● Your goal
Go through the entries one line at a time, and gather every line that has the word "where".

[Collected data entries]
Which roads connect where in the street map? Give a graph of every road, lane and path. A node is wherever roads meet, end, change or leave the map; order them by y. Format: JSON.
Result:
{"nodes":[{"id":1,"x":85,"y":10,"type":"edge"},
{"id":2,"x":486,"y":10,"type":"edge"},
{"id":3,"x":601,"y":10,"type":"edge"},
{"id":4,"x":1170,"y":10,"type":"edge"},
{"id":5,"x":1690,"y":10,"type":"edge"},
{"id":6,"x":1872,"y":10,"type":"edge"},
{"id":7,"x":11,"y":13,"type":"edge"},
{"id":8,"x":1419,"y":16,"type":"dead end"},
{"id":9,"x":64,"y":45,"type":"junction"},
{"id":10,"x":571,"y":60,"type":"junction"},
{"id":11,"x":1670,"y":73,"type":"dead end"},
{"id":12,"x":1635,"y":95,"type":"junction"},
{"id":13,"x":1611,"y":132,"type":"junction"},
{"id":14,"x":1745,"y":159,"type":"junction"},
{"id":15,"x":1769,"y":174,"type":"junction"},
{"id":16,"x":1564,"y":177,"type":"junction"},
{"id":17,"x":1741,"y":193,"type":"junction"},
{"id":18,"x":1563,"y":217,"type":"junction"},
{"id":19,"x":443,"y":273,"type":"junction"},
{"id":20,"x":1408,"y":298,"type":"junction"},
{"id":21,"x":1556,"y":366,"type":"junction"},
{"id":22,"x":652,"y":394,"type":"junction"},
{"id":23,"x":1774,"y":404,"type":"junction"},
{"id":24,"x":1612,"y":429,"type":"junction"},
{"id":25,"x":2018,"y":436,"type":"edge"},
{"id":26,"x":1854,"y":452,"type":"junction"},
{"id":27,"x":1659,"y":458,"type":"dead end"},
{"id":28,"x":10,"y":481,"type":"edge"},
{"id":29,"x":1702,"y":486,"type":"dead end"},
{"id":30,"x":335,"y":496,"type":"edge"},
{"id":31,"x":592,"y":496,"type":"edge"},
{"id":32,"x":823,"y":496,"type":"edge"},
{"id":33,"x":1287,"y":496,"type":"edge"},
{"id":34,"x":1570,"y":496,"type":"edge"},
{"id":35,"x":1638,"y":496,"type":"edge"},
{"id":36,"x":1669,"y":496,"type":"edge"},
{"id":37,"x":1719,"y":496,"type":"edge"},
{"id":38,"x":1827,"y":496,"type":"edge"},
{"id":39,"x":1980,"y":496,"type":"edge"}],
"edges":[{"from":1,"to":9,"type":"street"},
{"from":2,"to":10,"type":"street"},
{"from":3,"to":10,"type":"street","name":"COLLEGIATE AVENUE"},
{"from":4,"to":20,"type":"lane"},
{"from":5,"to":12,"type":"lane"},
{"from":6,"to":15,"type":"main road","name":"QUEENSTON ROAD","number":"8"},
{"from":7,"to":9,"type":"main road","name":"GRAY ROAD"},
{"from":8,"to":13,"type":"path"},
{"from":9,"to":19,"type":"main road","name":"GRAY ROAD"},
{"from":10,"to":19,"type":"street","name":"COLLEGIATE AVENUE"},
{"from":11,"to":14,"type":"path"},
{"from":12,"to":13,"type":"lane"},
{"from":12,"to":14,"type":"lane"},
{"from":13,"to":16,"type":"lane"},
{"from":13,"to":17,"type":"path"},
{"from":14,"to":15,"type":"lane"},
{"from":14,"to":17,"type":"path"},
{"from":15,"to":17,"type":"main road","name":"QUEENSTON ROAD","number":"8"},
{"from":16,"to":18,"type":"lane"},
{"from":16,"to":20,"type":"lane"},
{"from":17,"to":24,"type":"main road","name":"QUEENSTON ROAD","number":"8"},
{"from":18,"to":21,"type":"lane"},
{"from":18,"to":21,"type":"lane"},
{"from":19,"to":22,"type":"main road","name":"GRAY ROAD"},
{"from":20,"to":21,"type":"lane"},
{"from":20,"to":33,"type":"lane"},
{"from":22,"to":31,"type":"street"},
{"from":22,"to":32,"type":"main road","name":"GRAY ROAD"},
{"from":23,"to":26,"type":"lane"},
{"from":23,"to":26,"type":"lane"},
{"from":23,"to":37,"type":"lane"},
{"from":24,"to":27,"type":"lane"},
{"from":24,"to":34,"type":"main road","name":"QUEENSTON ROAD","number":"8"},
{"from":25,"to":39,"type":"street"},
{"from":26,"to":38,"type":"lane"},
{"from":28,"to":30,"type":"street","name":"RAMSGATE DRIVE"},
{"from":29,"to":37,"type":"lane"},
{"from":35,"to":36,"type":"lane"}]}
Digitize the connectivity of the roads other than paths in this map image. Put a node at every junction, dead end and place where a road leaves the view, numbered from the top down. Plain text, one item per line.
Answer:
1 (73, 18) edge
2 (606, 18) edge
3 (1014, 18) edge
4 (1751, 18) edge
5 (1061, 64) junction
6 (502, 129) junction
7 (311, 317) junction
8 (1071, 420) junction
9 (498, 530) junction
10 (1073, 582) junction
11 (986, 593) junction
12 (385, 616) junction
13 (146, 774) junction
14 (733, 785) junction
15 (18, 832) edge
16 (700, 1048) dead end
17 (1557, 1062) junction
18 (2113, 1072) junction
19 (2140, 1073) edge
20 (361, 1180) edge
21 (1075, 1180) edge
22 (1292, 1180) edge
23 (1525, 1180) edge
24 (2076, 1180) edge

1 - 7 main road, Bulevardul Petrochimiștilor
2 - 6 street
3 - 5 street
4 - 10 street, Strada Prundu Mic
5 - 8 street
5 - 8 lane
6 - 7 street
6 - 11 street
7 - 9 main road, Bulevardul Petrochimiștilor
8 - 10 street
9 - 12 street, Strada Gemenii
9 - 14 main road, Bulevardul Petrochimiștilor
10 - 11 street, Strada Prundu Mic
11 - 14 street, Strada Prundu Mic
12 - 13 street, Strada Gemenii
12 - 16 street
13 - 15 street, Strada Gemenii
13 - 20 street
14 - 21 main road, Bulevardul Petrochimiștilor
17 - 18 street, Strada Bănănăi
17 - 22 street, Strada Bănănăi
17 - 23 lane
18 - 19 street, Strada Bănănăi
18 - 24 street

● Response
Which roads connect where in the street map? Give a graph of every road, lane and path. A node is wherever roads meet, end, change or leave the map; order them by y. Format: JSON.
Digitize the connectivity of the roads other than paths in this map image. Put a node at every junction, dead end and place where a road leaves the view, numbered from the top down. Plain text, one item per line.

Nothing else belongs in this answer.